== Exercise objective ==
Identify each line below that contains the word "Instruction", and copy it out.

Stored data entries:
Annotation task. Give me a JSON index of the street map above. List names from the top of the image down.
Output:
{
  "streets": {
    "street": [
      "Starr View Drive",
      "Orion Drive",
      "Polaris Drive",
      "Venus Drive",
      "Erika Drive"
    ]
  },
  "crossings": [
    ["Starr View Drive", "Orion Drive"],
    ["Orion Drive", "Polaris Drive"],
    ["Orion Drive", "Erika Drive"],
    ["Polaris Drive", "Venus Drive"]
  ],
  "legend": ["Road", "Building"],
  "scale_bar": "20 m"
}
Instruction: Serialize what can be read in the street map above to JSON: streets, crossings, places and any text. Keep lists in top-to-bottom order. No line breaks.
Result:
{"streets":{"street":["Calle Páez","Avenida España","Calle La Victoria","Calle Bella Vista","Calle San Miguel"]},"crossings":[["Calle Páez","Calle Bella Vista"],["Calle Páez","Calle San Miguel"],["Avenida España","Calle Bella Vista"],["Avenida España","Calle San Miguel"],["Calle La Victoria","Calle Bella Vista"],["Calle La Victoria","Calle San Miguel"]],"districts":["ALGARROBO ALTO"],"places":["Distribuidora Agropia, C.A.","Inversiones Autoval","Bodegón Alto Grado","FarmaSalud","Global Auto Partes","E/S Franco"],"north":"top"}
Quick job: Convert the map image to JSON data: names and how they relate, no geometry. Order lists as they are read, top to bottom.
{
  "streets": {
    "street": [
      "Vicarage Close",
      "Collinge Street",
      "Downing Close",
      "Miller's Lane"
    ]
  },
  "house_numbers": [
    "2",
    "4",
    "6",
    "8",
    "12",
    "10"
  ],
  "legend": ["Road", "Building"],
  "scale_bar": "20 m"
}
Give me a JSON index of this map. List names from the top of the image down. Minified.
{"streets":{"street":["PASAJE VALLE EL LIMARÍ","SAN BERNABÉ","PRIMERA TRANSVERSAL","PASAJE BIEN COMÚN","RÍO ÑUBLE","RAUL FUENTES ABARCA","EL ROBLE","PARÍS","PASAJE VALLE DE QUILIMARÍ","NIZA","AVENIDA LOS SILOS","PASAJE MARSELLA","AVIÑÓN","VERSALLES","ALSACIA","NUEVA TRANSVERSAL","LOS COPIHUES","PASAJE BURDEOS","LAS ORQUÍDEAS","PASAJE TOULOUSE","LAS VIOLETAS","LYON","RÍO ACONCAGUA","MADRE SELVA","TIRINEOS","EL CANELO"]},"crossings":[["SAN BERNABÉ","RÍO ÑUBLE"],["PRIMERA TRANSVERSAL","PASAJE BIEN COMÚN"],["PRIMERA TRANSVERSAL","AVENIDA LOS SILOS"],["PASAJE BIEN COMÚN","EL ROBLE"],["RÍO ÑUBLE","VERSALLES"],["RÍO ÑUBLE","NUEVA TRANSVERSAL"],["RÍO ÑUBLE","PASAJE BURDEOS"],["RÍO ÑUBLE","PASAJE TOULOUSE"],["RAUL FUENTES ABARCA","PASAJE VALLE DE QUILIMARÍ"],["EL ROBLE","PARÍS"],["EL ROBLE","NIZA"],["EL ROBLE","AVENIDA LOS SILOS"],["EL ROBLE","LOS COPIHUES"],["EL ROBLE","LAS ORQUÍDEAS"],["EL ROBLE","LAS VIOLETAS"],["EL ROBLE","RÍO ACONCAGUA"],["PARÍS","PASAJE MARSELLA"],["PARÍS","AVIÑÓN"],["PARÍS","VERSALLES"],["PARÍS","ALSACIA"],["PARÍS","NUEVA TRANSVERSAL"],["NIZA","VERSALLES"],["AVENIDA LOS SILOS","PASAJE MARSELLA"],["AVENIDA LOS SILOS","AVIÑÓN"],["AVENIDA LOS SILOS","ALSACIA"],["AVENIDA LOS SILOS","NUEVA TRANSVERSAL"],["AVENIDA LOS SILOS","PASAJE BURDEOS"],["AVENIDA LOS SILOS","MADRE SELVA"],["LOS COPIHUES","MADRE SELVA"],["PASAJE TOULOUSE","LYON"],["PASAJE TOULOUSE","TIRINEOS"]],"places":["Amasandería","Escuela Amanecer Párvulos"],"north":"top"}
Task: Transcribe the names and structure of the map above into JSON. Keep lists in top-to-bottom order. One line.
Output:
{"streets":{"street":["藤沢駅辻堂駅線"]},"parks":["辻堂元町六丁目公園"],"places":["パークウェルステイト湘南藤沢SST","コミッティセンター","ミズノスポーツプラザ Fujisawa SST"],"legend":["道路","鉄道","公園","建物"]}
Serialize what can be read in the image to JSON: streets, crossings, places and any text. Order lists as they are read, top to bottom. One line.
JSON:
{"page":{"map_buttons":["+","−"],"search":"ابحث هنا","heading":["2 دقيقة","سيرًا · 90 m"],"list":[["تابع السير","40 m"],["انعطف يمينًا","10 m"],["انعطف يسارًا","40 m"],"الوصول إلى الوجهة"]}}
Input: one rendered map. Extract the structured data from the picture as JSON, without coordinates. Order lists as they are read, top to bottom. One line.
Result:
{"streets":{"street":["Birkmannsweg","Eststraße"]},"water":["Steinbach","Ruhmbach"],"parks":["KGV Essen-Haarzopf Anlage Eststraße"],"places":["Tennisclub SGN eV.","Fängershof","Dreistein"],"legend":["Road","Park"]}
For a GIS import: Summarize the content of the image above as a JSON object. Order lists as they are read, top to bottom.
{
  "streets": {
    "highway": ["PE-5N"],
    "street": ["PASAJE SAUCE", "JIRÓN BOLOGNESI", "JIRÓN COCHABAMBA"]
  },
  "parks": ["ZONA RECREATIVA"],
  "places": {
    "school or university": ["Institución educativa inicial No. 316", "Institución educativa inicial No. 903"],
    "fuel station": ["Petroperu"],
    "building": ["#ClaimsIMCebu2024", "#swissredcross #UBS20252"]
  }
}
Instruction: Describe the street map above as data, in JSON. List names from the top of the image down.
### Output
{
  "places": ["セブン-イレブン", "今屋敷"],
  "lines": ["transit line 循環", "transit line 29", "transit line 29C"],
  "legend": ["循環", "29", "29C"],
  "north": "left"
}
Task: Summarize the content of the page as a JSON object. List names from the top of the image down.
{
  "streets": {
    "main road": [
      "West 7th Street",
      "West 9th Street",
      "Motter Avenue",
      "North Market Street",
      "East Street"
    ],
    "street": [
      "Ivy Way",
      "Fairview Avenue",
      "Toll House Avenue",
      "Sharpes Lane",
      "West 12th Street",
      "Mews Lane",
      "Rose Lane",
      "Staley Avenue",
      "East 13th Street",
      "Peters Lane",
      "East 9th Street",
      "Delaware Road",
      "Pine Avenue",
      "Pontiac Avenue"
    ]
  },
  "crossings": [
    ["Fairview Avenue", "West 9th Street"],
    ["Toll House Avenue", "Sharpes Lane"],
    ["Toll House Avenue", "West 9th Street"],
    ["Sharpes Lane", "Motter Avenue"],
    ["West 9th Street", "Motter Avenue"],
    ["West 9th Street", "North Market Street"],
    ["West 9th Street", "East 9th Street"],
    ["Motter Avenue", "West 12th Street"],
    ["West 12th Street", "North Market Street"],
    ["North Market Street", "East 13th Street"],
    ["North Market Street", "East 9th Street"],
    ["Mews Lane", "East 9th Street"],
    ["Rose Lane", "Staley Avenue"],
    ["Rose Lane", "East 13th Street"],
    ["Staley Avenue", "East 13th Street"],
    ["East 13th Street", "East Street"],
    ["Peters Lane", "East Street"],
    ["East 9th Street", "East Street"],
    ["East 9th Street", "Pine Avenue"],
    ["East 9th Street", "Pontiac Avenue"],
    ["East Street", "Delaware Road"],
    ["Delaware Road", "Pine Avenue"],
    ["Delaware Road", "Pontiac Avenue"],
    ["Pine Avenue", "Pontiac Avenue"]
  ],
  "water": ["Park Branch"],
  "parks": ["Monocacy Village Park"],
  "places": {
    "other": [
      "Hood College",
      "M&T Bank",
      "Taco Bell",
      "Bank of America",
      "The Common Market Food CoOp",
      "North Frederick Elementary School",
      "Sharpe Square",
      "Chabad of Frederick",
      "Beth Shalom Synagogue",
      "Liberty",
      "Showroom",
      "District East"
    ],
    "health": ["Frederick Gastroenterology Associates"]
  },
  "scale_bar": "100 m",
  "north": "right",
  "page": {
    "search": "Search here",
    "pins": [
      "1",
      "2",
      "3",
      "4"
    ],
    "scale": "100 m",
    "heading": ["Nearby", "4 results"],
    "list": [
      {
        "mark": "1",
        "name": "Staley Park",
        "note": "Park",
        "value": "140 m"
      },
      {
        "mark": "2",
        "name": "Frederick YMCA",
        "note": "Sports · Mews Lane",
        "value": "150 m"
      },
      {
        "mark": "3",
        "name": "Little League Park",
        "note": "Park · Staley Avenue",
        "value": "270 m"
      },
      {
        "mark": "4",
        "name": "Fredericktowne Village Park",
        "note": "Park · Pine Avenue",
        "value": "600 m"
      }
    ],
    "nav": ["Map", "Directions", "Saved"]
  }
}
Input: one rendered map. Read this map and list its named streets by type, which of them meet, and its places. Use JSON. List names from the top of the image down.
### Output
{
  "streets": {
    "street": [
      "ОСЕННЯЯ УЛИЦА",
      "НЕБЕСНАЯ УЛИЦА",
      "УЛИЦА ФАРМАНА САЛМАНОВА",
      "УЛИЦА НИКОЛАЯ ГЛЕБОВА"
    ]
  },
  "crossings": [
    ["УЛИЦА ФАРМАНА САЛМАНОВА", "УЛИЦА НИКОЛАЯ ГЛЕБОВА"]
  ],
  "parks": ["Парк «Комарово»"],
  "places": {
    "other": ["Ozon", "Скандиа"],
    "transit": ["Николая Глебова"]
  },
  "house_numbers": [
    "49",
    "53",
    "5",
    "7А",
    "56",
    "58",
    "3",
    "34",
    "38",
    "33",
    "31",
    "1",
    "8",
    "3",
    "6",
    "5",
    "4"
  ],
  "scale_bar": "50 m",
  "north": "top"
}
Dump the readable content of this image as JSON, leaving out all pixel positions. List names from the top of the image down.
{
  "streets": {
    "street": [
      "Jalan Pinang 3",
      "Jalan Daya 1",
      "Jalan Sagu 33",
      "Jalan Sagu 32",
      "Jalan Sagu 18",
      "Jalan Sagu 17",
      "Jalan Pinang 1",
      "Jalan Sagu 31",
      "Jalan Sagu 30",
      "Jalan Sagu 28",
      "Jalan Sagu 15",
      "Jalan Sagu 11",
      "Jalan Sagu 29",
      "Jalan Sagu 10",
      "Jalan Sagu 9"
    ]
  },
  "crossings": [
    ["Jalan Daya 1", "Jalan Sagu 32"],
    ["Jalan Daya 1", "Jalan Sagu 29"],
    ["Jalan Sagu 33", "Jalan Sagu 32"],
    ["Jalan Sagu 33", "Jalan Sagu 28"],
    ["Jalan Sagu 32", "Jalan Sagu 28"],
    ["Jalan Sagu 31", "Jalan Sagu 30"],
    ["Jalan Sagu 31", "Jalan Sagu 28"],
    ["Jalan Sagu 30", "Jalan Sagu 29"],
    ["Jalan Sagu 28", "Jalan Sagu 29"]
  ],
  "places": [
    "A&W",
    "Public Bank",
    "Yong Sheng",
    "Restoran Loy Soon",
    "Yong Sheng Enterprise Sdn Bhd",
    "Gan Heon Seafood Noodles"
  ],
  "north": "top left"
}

== Solution for this exercise ==
Instruction: Serialize what can be read in the street map above to JSON: streets, crossings, places and any text. Keep lists in top-to-bottom order. No line breaks.
Instruction: Describe the street map above as data, in JSON. List names from the top of the image down.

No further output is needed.